Drake & Scull boss says will not sell company stake

CEO of Dubai MEP contractor says there will be more partnerships with builder Arabtec
Drake Chief Executive Khaldoun Tabari.
By Reuters
Tue 14 May 2013 04:11 PM

The chief executive of Dubai contractor Drake and Scull has no plans to sell his stake in the company, he said on Tuesday, but there will be more partnerships on projects with builder Arabtec.

Drake, which specialises in mechanical, engineering and plumbing (MEP), has seen its shares jump 35 percent year-to-date on growing speculation that it was a takeover target, with Arabtec viewed by analysts as a possible buyer.

Arabtec is on an expansion drive after a management shake-up led by Abu Dhabi state fund Aabar, its largest shareholder.

"I have heard the speculation," Drake Chief Executive Khaldoun Tabari said on the sidelines of a conference in Abu Dhabi.

"I am not interested in selling my stake. Our shares are out in the market and our company is doing well.

"We have always worked closely with Arabtec and will continue to do so. You are going to see more announcements of us working closely with Arabtec."

He attributed the increase in share price to the company's performance this year.

"Our turnover has increased by 25 to 30 percent."

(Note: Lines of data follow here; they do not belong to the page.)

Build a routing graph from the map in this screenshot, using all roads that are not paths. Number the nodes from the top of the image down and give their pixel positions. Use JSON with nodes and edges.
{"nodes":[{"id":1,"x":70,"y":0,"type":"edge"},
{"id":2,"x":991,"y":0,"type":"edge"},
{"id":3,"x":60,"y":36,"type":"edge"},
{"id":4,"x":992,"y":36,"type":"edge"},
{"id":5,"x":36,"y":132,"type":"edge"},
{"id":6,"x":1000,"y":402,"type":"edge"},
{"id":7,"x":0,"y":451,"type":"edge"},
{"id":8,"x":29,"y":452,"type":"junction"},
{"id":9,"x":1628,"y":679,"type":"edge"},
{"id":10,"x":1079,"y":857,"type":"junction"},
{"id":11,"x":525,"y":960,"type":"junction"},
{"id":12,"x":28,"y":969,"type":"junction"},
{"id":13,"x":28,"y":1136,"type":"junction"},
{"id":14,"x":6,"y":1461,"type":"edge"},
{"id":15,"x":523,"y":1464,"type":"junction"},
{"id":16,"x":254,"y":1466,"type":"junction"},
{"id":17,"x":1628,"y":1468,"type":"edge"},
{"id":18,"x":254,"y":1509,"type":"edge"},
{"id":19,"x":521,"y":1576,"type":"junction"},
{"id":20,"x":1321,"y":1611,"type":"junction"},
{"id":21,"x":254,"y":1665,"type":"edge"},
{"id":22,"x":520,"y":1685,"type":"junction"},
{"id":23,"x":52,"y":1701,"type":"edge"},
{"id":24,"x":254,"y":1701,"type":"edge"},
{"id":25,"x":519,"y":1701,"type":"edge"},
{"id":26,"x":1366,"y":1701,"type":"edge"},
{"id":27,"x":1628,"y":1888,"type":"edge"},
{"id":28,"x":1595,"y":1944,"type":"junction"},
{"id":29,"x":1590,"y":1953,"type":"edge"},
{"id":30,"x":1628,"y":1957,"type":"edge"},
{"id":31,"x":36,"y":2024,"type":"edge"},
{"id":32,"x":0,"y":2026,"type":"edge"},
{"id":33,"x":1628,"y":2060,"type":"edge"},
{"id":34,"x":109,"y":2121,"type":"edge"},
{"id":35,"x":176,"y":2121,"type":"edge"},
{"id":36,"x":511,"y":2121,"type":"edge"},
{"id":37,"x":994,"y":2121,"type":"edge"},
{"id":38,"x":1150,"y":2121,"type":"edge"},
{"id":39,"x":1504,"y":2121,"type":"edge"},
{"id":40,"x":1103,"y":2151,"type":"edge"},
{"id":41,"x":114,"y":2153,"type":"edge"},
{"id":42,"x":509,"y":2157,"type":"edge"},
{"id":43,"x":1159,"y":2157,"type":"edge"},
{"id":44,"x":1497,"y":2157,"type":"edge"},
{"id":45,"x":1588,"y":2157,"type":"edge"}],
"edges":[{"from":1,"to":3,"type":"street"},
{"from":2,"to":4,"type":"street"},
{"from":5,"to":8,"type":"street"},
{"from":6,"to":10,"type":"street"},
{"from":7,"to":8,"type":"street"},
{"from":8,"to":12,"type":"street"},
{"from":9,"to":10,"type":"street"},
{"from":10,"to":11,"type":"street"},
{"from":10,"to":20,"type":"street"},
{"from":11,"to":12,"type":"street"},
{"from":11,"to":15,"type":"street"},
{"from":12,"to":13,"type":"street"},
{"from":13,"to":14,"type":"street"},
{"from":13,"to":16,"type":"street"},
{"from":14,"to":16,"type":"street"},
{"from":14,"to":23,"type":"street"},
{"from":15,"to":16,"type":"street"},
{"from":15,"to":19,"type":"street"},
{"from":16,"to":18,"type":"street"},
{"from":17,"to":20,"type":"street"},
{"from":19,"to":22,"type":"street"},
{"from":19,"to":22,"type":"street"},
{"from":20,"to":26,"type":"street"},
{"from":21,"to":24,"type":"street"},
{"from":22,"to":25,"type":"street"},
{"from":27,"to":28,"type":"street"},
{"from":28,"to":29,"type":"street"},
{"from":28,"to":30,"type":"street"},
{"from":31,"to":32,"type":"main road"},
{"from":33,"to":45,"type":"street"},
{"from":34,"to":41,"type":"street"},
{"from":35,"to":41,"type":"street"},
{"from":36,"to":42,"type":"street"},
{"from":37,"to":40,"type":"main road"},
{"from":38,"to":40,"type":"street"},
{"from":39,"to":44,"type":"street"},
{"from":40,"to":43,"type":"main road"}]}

Tabari owns about 44 percent of Drake directly and through other companies.

The construction sector in the region is gradually picking up after nearly three years of slow growth following a global slowdown and the collapse of Dubai's property boom.

He said the results of a bid for MEP work at the Midfield Airport Terminal project in Abu Dhabi, currently under construction, would be known in a few days.

"We don't rule it out," said Tabari, when asked if Drake would secure this contract.

The tender is valued at around 500 million dirhams ($136.1 million).

The contractor in total is currently bidding for projects worth about 15 billion dirhams, Tabari said. It is active on projects in Gulf countries including the UAE, Saudi Arabia, Qatar and Kuwait and has also worked in other countries like Egypt and India.

The company's current backlog of orders exceeds 10 billion dirhams, he said.